Toward Precision Medicine for Pediatric AML

Despite intensive multi-agent chemotherapy, more than one-third of children with AML will die of chemorefractory or relapsed disease. Further therapy intensification with traditional cytotoxic drugs is unlikely to be tolerated given the current dose intensity of AML chemotherapy. Therefore, new molecular therapeutic approaches that target the AML stem cell responsible for leukemia initiation and progression and that have minimal impact upon normal tissues are needed. Implementation of such targeted strategies will be more likely successful when used in rationally selected combination regimens, which may allow for lower drug dosing (thereby minimizing overlapping toxicities), decrease acquired drug resistance, and increase potential for additive or synergistic cytotoxicity. At a genomics level, significant collaborative efforts are ongoing via the SJCRH–Washington University Pediatric Cancer Genome Project, the National Cancer Institute’s therapeutically applicable research to generate effective treatments (TARGET) AML Project, and other consortia to delineate more precisely various genetic subgroups of pediatric AML and to identify “actionable” lesions for molecularly targeted therapies (8, 142, 143).

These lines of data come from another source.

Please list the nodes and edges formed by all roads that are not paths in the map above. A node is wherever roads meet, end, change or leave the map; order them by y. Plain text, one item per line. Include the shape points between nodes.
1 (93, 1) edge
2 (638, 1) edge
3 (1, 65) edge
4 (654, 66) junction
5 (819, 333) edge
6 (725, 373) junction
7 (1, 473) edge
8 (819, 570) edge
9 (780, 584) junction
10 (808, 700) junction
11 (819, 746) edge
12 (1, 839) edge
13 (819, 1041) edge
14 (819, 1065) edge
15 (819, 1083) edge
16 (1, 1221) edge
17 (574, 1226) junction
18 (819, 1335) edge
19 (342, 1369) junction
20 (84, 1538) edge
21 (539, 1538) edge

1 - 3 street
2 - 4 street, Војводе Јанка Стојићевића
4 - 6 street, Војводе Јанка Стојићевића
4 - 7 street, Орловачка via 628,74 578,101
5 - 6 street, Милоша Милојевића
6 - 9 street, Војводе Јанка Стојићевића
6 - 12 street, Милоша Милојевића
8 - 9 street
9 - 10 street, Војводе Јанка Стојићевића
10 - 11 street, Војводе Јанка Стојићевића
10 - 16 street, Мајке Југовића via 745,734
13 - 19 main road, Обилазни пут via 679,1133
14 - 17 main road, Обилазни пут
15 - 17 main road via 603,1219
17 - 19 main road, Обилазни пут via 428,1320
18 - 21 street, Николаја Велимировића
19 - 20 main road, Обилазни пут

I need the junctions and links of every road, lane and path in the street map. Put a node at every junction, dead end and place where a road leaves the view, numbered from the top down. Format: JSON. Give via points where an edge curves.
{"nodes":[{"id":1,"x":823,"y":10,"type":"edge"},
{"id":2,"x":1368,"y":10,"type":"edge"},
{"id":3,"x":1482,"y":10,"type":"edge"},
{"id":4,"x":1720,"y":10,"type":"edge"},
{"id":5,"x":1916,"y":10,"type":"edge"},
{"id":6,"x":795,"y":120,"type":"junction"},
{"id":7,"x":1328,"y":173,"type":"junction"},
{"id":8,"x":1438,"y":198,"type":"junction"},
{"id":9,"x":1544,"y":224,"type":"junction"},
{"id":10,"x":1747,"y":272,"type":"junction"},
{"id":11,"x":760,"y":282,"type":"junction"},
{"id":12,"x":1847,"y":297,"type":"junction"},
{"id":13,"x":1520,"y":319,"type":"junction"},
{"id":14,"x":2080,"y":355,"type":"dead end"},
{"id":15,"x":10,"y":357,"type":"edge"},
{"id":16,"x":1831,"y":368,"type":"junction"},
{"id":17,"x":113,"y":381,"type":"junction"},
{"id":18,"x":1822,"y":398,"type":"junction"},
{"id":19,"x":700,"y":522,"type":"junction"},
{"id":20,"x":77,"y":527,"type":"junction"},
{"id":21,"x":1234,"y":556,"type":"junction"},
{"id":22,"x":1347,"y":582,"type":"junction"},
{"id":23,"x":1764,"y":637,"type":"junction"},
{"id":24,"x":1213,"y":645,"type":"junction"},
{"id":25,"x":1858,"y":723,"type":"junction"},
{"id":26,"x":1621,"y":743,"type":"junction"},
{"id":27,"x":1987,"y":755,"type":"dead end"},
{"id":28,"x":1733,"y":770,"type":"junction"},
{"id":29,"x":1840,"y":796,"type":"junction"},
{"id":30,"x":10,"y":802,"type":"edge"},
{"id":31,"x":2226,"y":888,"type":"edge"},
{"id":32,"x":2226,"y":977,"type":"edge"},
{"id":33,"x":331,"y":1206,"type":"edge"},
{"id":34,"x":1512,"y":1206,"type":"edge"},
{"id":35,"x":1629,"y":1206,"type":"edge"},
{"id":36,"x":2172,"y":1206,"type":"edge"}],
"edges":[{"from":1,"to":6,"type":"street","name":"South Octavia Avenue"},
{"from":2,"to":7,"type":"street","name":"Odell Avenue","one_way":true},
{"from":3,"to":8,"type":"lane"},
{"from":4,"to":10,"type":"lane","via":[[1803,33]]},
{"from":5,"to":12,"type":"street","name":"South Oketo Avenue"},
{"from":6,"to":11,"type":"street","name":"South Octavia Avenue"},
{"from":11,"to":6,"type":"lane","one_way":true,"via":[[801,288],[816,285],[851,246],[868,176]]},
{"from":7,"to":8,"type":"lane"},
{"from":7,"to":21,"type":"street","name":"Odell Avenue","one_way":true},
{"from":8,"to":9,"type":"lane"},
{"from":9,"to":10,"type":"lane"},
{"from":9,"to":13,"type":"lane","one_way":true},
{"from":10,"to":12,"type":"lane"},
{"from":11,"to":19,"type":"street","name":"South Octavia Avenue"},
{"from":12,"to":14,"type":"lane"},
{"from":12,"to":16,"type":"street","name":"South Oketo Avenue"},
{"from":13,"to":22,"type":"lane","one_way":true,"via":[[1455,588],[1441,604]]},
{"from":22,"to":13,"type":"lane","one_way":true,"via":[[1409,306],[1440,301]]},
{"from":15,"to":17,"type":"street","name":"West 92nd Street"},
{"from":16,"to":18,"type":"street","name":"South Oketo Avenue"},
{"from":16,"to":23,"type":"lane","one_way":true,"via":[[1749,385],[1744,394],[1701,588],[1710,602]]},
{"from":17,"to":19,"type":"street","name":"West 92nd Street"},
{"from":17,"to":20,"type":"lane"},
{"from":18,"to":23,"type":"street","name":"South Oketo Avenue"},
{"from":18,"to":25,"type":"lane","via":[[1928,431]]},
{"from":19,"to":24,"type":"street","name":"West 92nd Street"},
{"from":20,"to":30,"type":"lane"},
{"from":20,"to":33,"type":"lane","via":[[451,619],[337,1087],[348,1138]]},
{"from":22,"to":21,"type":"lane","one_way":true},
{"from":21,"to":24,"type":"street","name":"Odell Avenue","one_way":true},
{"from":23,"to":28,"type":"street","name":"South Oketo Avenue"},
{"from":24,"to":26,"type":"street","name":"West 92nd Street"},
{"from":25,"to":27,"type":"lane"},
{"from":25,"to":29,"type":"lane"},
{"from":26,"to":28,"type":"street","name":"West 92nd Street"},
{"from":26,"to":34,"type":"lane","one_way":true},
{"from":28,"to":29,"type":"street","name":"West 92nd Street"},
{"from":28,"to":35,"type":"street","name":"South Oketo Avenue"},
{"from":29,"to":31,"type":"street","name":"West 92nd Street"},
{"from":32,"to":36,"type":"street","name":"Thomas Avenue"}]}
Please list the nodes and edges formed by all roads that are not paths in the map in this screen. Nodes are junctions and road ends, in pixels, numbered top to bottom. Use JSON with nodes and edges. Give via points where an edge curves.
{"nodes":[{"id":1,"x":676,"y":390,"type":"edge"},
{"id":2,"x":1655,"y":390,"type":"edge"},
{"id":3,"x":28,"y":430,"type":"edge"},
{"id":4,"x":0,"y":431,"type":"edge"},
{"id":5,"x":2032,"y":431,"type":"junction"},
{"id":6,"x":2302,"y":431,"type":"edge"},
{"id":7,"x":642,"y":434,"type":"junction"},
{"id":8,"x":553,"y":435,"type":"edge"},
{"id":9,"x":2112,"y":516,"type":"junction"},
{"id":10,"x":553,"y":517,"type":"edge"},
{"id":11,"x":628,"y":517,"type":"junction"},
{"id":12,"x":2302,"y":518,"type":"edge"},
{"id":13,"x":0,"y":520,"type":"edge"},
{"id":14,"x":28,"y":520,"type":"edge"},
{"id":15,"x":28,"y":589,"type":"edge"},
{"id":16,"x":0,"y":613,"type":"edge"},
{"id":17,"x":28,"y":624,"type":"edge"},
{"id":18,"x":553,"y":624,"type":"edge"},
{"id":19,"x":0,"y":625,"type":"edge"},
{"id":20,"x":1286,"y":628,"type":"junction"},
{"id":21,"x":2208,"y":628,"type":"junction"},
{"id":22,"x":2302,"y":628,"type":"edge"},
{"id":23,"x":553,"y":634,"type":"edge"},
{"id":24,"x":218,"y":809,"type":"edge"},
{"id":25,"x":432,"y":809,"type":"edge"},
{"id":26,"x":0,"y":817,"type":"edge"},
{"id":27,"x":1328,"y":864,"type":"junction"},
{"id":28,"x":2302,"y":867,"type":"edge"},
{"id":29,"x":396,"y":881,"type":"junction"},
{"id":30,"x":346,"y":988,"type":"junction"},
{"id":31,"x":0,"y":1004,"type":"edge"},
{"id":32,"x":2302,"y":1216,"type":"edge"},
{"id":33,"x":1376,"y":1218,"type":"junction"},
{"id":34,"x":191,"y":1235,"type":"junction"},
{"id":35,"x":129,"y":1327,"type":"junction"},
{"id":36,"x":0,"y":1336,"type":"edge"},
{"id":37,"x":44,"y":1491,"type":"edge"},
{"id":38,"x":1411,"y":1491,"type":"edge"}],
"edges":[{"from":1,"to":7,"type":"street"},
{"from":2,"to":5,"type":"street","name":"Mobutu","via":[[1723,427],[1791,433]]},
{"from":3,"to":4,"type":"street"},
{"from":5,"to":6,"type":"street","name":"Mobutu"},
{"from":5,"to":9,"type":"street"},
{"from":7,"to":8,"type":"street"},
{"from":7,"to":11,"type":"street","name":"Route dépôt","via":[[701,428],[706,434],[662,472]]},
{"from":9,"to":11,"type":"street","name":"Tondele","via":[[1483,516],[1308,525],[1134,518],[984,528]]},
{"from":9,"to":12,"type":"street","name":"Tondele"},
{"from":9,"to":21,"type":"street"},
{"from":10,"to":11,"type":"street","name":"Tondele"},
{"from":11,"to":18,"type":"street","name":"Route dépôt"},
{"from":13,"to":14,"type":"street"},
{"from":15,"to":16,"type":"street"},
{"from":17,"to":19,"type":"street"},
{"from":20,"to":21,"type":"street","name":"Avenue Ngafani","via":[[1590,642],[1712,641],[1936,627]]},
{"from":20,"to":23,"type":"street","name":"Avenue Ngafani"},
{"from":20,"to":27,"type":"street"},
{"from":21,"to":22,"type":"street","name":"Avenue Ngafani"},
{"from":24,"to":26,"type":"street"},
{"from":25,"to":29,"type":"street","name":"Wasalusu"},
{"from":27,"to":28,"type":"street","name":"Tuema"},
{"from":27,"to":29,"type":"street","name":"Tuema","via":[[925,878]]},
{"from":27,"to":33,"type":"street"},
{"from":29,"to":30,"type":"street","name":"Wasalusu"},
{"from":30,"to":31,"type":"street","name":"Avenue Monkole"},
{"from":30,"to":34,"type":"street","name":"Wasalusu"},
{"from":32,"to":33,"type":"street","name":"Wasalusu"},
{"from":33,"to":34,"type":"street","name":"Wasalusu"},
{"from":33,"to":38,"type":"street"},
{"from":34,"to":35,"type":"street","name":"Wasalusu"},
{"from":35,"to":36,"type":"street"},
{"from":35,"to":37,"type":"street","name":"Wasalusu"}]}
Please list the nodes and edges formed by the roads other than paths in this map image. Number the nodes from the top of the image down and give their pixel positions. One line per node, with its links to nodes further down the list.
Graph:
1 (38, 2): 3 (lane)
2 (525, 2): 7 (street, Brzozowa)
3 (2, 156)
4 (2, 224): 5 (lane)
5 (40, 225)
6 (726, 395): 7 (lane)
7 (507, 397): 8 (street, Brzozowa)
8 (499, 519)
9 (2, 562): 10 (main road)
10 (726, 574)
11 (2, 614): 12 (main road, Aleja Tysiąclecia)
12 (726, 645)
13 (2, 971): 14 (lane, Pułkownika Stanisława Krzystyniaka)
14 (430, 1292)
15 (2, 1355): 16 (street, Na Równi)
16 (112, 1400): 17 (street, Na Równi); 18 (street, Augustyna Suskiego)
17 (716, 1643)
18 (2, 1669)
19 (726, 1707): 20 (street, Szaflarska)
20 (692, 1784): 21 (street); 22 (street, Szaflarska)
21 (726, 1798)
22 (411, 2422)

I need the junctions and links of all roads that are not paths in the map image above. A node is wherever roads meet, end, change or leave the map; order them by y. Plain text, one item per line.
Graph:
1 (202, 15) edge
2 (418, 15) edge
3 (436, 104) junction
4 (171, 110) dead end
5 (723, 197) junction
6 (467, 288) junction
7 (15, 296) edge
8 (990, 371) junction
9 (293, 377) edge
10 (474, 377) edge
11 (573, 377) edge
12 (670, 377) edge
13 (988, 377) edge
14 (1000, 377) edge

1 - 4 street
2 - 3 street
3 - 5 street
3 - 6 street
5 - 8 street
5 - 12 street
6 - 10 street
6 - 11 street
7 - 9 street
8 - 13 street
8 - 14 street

One important consideration will be the degree to which results should be extrapolated from adult clinical trial data for children with AML given the inherent, but incompletely understood, differences in biology and in therapeutic responses. Results from early-phase clinical trials of new agents and the number of novel drugs in preclinical development are encouraging, but significant challenges persist in drug development for pediatric oncology. Evaluation of new agents in children with relapsed leukemia in early-phase clinical trials remains particularly challenging given the limited availability of novel drugs for pediatric studies. Moreover, study accrual can be challenging due to rapid disease progression in this population that hinders enrollment. Evaluation of meaningful responses in this setting is also difficult given the use of stringent disease response definitions that limit the number of cycles of therapy administered despite drug mechanisms that may require multiple courses of treatment to achieve optimal response. Given the relative rarity of childhood AML, its biologic heterogeneity, and the prospect of tailored therapeutics for ever-smaller genetic subgroups, collaborative trials across pediatric oncology trial consortia may be a more efficient means by which to identify new molecularly targeted agents for children with specific biologic subtypes of AML. Nonetheless, investigation of promising new therapies is essential to decrease relapse and improve cure for children with AML, and enthusiasm remains high for the development of molecularly targeted approaches in this emerging era of precision medicine.

Conflict of Interest Statement

The authors declare that the research was conducted in the absence of any commercial or financial relationships that could be construed as a potential conflict of interest.